There's also something called Star Clan, but that's basically the heaven for the cats.

Anyway, Rusty gets turned into Firepaw in Thunderclan and he becomes a warrior apprentice. The clans of cats have warriors which basically are the fighters. The book is about him training to be a warrior and all that happens within his training. First he quickly becomes friends with a cat named Greypaw (all of the apprentices are named 'something'paw--Firepaw got his name from his fiery red fur.)

Suddenly some warrior or warrior's apprentice says that Bluestar's deputy (Redtail) is dead. This is very disappointing moment as Redtail was Bluestar's deputy for many moons (they call months 'moons') and by warrior tradition Bluestar must choose a new deputy before the next full moon (moon-high). Bluestar chose a warrior named Lionheart.

The thing I enjoyed most in this book was the most exciting part when Thunderclan defeated Shadowclan's sinister leader. There was a huge war between the two clans--some Shadowclan cats hated their leader so much that they helped Thunderclan.

By the end of the book, Firepaw becomes a warrior and his name changed to Fireheart. That's basically the end of the book--of course that's just the first book!

I read this book faster than I usually read a chapter book because of how much it excited me and interested me. I think the author, whose name is Erin Hunter, is probably really good at putting excitement into her stories. This was perhaps the most exciting chapter book I've read ever! And as a result of that I've quickly tried to find the next Warriors book (which we have since my Dad and Fiona read both this book and are somewhere in the next book) and I've already started reading it. So stay tuned for that--coming up pretty soon!

Friday, September 18, 2009

Harry Potter and the Half-Blood Prince (part 3)

In this Blog post I will talk about the end of the book. After returning from a long journey trying to destroy a Horcrux (I have no clue how to spell it, OK?), Harry and a weakened Dumbeldore find out that Hogwarts had been attacked by Death Eaters!! :(

Eventually during a fight, Dumbledore gets thrown off a tower after Avadakadavra--the killing curse--is used on him by Severus Snape. It was supposed to actually be Malfoy, believe it or not, he had never actually killed someone and he felt like he just couldn't do it.

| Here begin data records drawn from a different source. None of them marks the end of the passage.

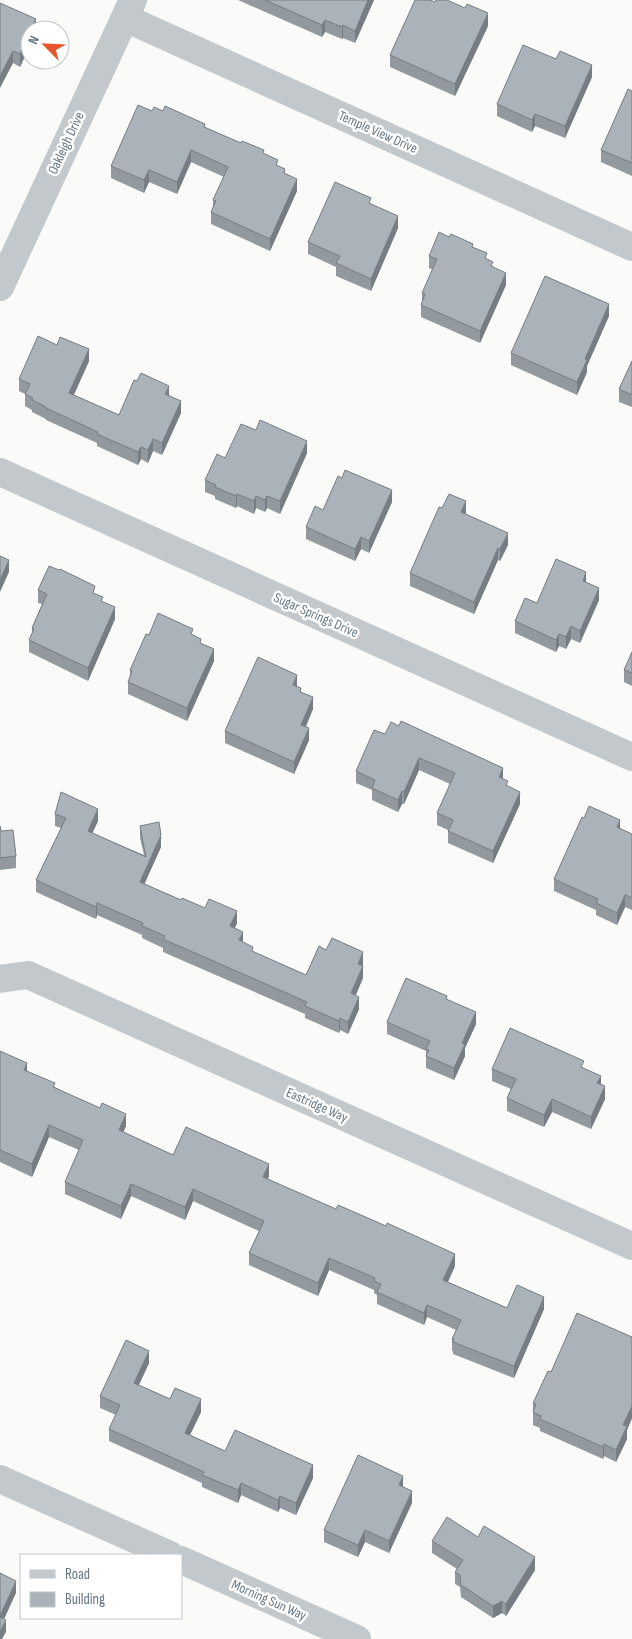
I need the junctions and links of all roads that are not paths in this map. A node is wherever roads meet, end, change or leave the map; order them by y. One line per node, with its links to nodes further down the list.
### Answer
1 (129, 9): 2 (street, Temple View Drive); 3 (street, Oakleigh Drive)
2 (632, 247)
3 (0, 287)
4 (0, 472): 5 (street, Sugar Springs Drive)
5 (632, 757)
6 (0, 979): 7 (street, Eastridge Way)
7 (632, 1246)
8 (0, 1479): 9 (street)
9 (168, 1554)
10 (182, 1560): 11 (street, Morning Sun Way)
11 (357, 1639)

Dumbledore was a very important person so this is very, very significant. With Dumbledore not there, Harry will have no one as important as him to help him. When I was reading the book, I couldn't believe Dumbledore was dead! He was quite a powerful wizard.

Dumbledore had rescued Harry and no there was no one to do that. Which is very significant to Harry. I don't know if Harry will be strong enough to defeat Voldemort without Dumbledore's help. Before when Harry reached a stumbling block, Dumbledore would step in and help him, but now there is no Dumbledore to do that. In this book, at the end, Harry says that he won't be going back to Hogwarts because he'll be trying to destroy horcruxes and Voldemort. Ron and Hermione say that they won't go back to school if he won't--so Harry won't totally be on his own. But they're young witches and wizards too. So he doesn't have anyone with much experience following his path with him.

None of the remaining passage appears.